That’s why we find ourselves here, in the gigantic, rough bitumen carpark attached to a deserted horse racing track and alongside the former home of the LA Lakers basketball team.
Sitting amongst all this splendor is Volkswagen’s Design Vision GTI, a car that wowed the VW faithful at this year’s Worthesee GTI fest, but drew cynical reactions from industry observers.
Essentially everybody thought the DTM-style vision of a Golf Mark VII taken to extremes was just a static display of what you could do with a wider, longer and far more muscular GTI. It’s questionable whether Volkswagen will ever build as many cars off its MQB small-car architecture as journalists have written words about it, and VW just wanted to show exactly how far the thing could be stretched.
And it sits here in California’s gentle rain to prove that it’s not a static display, but a fully fledged fast car, capable (with a little more development) of falling just shy of a 300km/h top speed and bursting to 100km/h in less than four seconds.
The Design Vision GTI isn’t like any other MQB-based car. For starters, it’s not front-engined and it doesn’t have four cylinders (unless thou then proceedeth to six). It has a brand new VR6 engine, and with a pair of turbochargers instead of the GTI’s one.
It’s a much-loved engine, that old narrow-head VR6, but one that had issues with weight and consumption, not to mention specific power. This one is based around the GTI’s per-cylinder architecture and packs in just shy of 500bhp (372.85kW).
A day earlier, this car made its US debut beneath the lights of the LA Auto Show and looked more like it should have been at SEMA. Yet the Klaus Bischoff-designed Design Vision GTI is a running machine, built to show the faithful the extremes to which VW could take the GTI – both visually and mechanically.
It’s the sort of car that, if developed to meet its potential, could set a German cat amongst the baby-supercar pigeons.

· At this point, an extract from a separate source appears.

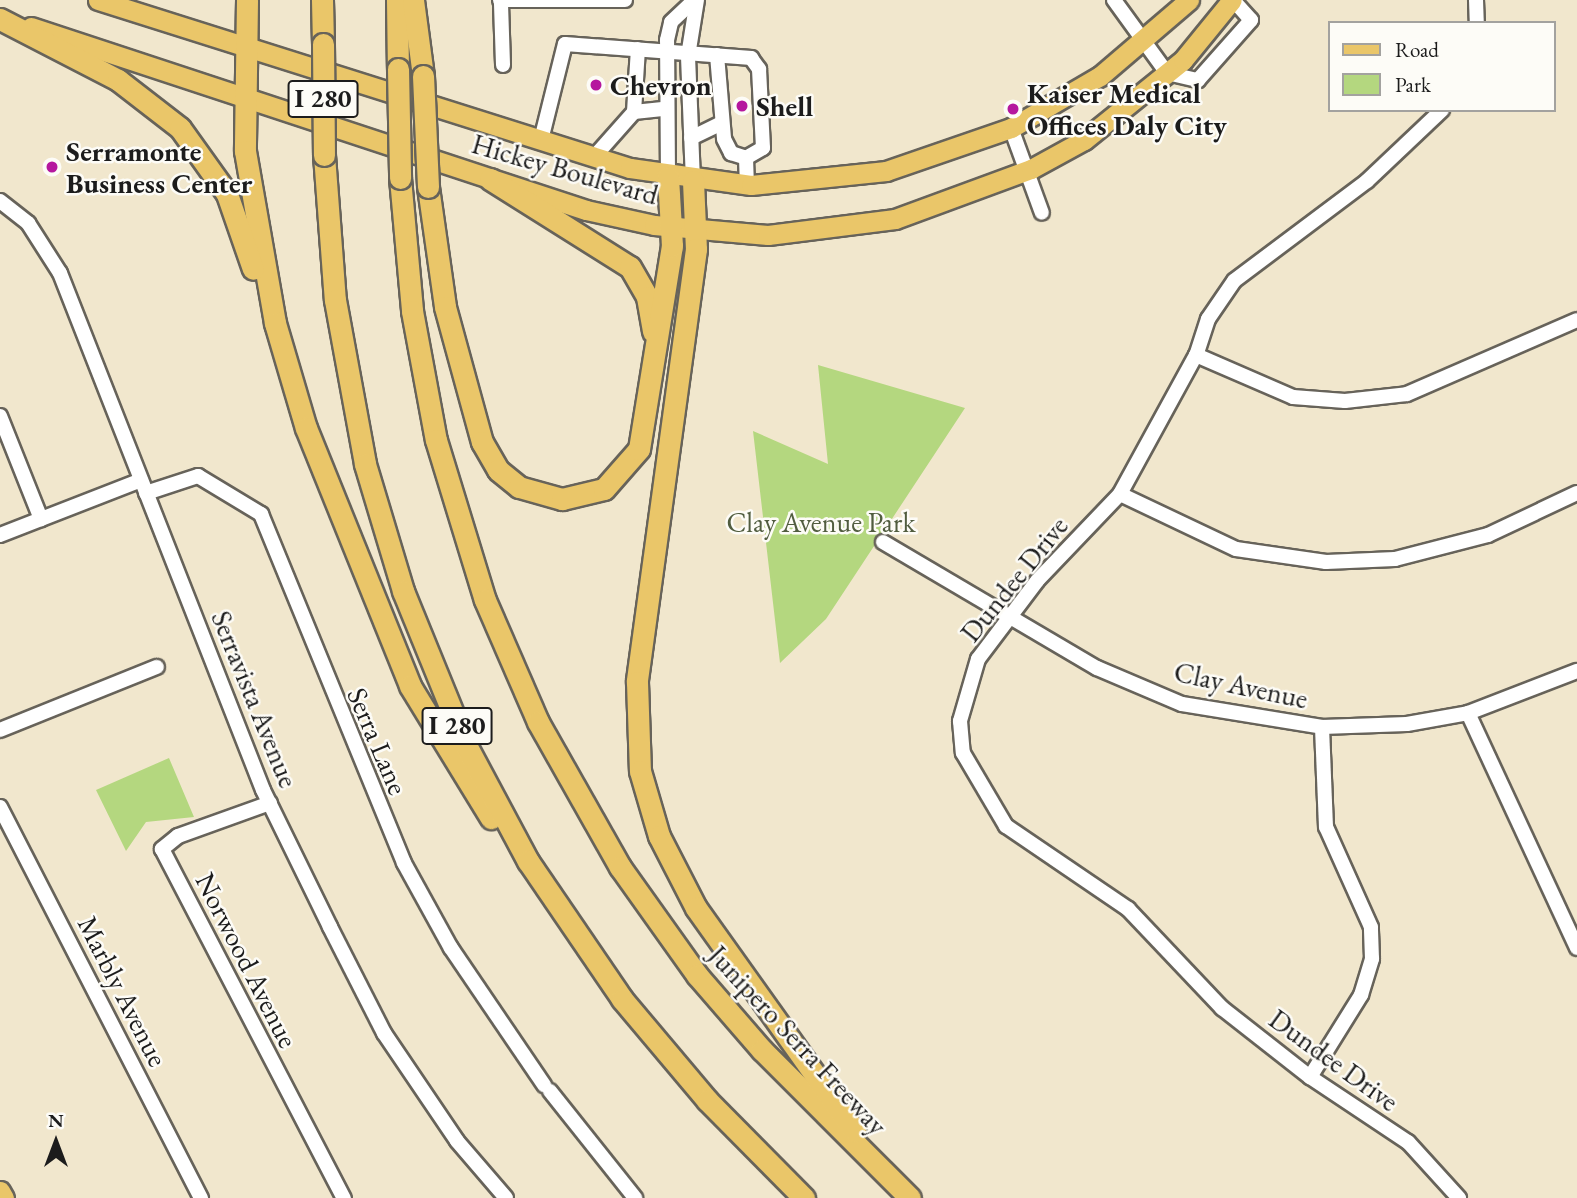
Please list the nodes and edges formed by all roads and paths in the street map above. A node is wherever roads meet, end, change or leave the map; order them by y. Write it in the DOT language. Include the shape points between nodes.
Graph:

It seems crazy at first glance, but the Design Vision GTI is far too visually organised to have been designed anywhere but HQ. It takes every Golf visual cue and accentuates it, spreading the width, dropping the height and adding muscle and sharpness at every angle.
It’s shorter by 15mm, with the 4253mm overall length putting an exclamation point on the brutal proportions VW has given its tiny tearaway, and most of that is because the rear overhang has been slashed away. Then there’s a 57mm chop in height thanks to a lower roofline and the body is 1870mm wider than the stock GTI. That elasticity from Bischoff’s imagination has let the engineers push the front wheels 57mm wider (to 1595mm) and the rear wheels sit 63mm further apart (to 1579mm).
Just about the only dimension that remains from the Golf is its wheelbase, but don’t let that fool you into thinking the core engineering is the same as the stock GTI. It isn’t.
Most of the car’s radical body panels are plastic or carbon-fibre and there are no rear seats and it has no soundproofing whatsoever, but VW is refusing to claim a weight figure for the wildest GTI ever built. It should be lighter in theory, but that’s no guarantee, especially with more engine, more turbos and more cooling.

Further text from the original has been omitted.